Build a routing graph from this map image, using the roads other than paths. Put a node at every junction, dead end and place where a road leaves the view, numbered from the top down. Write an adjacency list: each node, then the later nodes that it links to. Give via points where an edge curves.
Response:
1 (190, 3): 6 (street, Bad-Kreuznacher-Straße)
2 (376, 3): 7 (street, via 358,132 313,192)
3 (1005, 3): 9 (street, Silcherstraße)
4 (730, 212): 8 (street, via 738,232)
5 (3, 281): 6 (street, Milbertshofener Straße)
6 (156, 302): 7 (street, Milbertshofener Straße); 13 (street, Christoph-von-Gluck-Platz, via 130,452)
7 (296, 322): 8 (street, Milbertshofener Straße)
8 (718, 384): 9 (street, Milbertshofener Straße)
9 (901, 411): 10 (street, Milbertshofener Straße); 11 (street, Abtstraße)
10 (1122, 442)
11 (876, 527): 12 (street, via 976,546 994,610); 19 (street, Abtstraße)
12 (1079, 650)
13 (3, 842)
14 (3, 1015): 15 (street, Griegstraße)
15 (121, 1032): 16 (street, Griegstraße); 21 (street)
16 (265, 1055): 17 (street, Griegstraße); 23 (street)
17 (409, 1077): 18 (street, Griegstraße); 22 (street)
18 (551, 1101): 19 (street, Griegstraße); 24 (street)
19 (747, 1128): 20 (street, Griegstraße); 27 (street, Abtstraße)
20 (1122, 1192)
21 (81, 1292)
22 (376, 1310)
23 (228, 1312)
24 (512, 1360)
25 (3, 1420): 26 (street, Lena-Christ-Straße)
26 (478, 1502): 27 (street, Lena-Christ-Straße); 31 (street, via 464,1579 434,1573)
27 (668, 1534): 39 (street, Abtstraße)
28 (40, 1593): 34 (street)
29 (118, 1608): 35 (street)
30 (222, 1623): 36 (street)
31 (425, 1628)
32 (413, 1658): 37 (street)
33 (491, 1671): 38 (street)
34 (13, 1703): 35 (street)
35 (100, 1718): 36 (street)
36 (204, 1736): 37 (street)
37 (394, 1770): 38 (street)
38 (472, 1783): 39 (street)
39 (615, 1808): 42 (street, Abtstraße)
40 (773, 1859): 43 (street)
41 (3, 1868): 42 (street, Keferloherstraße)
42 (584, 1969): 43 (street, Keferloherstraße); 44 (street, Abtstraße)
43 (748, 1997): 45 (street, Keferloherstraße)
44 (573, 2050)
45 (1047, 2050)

**EXERCISE GOAL**
Please give all of the entries again, exactly as written.

**RESULT OF THE TASK**
Build a routing graph from this map image, using the roads other than paths. Put a node at every junction, dead end and place where a road leaves the view, numbered from the top down. Write an adjacency list: each node, then the later nodes that it links to. Give via points where an edge curves.
Response:
1 (190, 3): 6 (street, Bad-Kreuznacher-Straße)
2 (376, 3): 7 (street, via 358,132 313,192)
3 (1005, 3): 9 (street, Silcherstraße)
4 (730, 212): 8 (street, via 738,232)
5 (3, 281): 6 (street, Milbertshofener Straße)
6 (156, 302): 7 (street, Milbertshofener Straße); 13 (street, Christoph-von-Gluck-Platz, via 130,452)
7 (296, 322): 8 (street, Milbertshofener Straße)
8 (718, 384): 9 (street, Milbertshofener Straße)
9 (901, 411): 10 (street, Milbertshofener Straße); 11 (street, Abtstraße)
10 (1122, 442)
11 (876, 527): 12 (street, via 976,546 994,610); 19 (street, Abtstraße)
12 (1079, 650)
13 (3, 842)
14 (3, 1015): 15 (street, Griegstraße)
15 (121, 1032): 16 (street, Griegstraße); 21 (street)
16 (265, 1055): 17 (street, Griegstraße); 23 (street)
17 (409, 1077): 18 (street, Griegstraße); 22 (street)
18 (551, 1101): 19 (street, Griegstraße); 24 (street)
19 (747, 1128): 20 (street, Griegstraße); 27 (street, Abtstraße)
20 (1122, 1192)
21 (81, 1292)
22 (376, 1310)
23 (228, 1312)
24 (512, 1360)
25 (3, 1420): 26 (street, Lena-Christ-Straße)
26 (478, 1502): 27 (street, Lena-Christ-Straße); 31 (street, via 464,1579 434,1573)
27 (668, 1534): 39 (street, Abtstraße)
28 (40, 1593): 34 (street)
29 (118, 1608): 35 (street)
30 (222, 1623): 36 (street)
31 (425, 1628)
32 (413, 1658): 37 (street)
33 (491, 1671): 38 (street)
34 (13, 1703): 35 (street)
35 (100, 1718): 36 (street)
36 (204, 1736): 37 (street)
37 (394, 1770): 38 (street)
38 (472, 1783): 39 (street)
39 (615, 1808): 42 (street, Abtstraße)
40 (773, 1859): 43 (street)
41 (3, 1868): 42 (street, Keferloherstraße)
42 (584, 1969): 43 (street, Keferloherstraße); 44 (street, Abtstraße)
43 (748, 1997): 45 (street, Keferloherstraße)
44 (573, 2050)
45 (1047, 2050)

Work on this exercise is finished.